- **Available records**
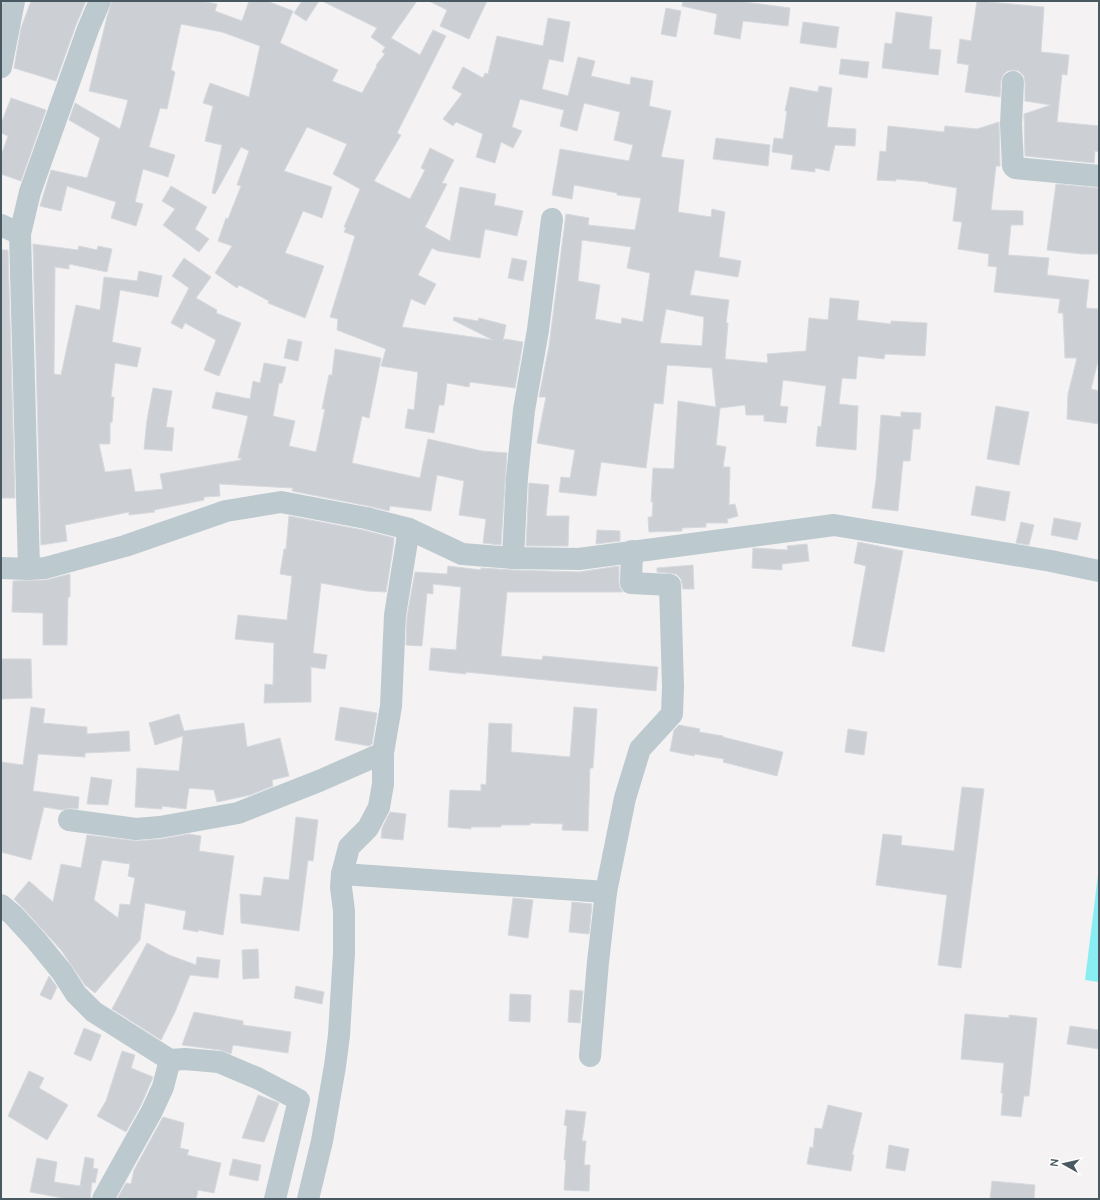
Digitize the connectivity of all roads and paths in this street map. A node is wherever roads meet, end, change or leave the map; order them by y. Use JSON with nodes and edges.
{"nodes":[{"id":1,"x":14,"y":1,"type":"edge"},
{"id":2,"x":100,"y":1,"type":"edge"},
{"id":3,"x":1,"y":67,"type":"edge"},
{"id":4,"x":1013,"y":82,"type":"dead end"},
{"id":5,"x":1099,"y":176,"type":"edge"},
{"id":6,"x":552,"y":219,"type":"dead end"},
{"id":7,"x":10,"y":230,"type":"edge"},
{"id":8,"x":409,"y":529,"type":"junction"},
{"id":9,"x":632,"y":551,"type":"junction"},
{"id":10,"x":513,"y":558,"type":"junction"},
{"id":11,"x":1,"y":568,"type":"edge"},
{"id":12,"x":29,"y":569,"type":"junction"},
{"id":13,"x":1099,"y":572,"type":"edge"},
{"id":14,"x":383,"y":754,"type":"junction"},
{"id":15,"x":69,"y":820,"type":"dead end"},
{"id":16,"x":342,"y":874,"type":"junction"},
{"id":17,"x":606,"y":892,"type":"junction"},
{"id":18,"x":1,"y":905,"type":"edge"},
{"id":19,"x":590,"y":1056,"type":"dead end"},
{"id":20,"x":170,"y":1060,"type":"junction"},
{"id":21,"x":103,"y":1199,"type":"edge"},
{"id":22,"x":275,"y":1199,"type":"edge"},
{"id":23,"x":308,"y":1199,"type":"edge"}],
"edges":[{"from":1,"to":3,"type":"street"},
{"from":2,"to":7,"type":"street"},
{"from":4,"to":5,"type":"street"},
{"from":6,"to":10,"type":"street"},
{"from":7,"to":12,"type":"street"},
{"from":8,"to":10,"type":"street"},
{"from":8,"to":12,"type":"street"},
{"from":8,"to":14,"type":"street"},
{"from":9,"to":10,"type":"street"},
{"from":9,"to":13,"type":"street"},
{"from":9,"to":17,"type":"street"},
{"from":11,"to":12,"type":"street"},
{"from":14,"to":15,"type":"street"},
{"from":14,"to":16,"type":"street"},
{"from":16,"to":17,"type":"street"},
{"from":16,"to":23,"type":"street"},
{"from":17,"to":19,"type":"street"},
{"from":18,"to":20,"type":"street"},
{"from":20,"to":21,"type":"street"},
{"from":20,"to":22,"type":"street"}]}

- **Work to complete**
Print the whole listing again exactly, please. No pictures.

- **Written solution**
Digitize the connectivity of all roads and paths in this street map. A node is wherever roads meet, end, change or leave the map; order them by y. Use JSON with nodes and edges.
{"nodes":[{"id":1,"x":14,"y":1,"type":"edge"},
{"id":2,"x":100,"y":1,"type":"edge"},
{"id":3,"x":1,"y":67,"type":"edge"},
{"id":4,"x":1013,"y":82,"type":"dead end"},
{"id":5,"x":1099,"y":176,"type":"edge"},
{"id":6,"x":552,"y":219,"type":"dead end"},
{"id":7,"x":10,"y":230,"type":"edge"},
{"id":8,"x":409,"y":529,"type":"junction"},
{"id":9,"x":632,"y":551,"type":"junction"},
{"id":10,"x":513,"y":558,"type":"junction"},
{"id":11,"x":1,"y":568,"type":"edge"},
{"id":12,"x":29,"y":569,"type":"junction"},
{"id":13,"x":1099,"y":572,"type":"edge"},
{"id":14,"x":383,"y":754,"type":"junction"},
{"id":15,"x":69,"y":820,"type":"dead end"},
{"id":16,"x":342,"y":874,"type":"junction"},
{"id":17,"x":606,"y":892,"type":"junction"},
{"id":18,"x":1,"y":905,"type":"edge"},
{"id":19,"x":590,"y":1056,"type":"dead end"},
{"id":20,"x":170,"y":1060,"type":"junction"},
{"id":21,"x":103,"y":1199,"type":"edge"},
{"id":22,"x":275,"y":1199,"type":"edge"},
{"id":23,"x":308,"y":1199,"type":"edge"}],
"edges":[{"from":1,"to":3,"type":"street"},
{"from":2,"to":7,"type":"street"},
{"from":4,"to":5,"type":"street"},
{"from":6,"to":10,"type":"street"},
{"from":7,"to":12,"type":"street"},
{"from":8,"to":10,"type":"street"},
{"from":8,"to":12,"type":"street"},
{"from":8,"to":14,"type":"street"},
{"from":9,"to":10,"type":"street"},
{"from":9,"to":13,"type":"street"},
{"from":9,"to":17,"type":"street"},
{"from":11,"to":12,"type":"street"},
{"from":14,"to":15,"type":"street"},
{"from":14,"to":16,"type":"street"},
{"from":16,"to":17,"type":"street"},
{"from":16,"to":23,"type":"street"},
{"from":17,"to":19,"type":"street"},
{"from":18,"to":20,"type":"street"},
{"from":20,"to":21,"type":"street"},
{"from":20,"to":22,"type":"street"}]}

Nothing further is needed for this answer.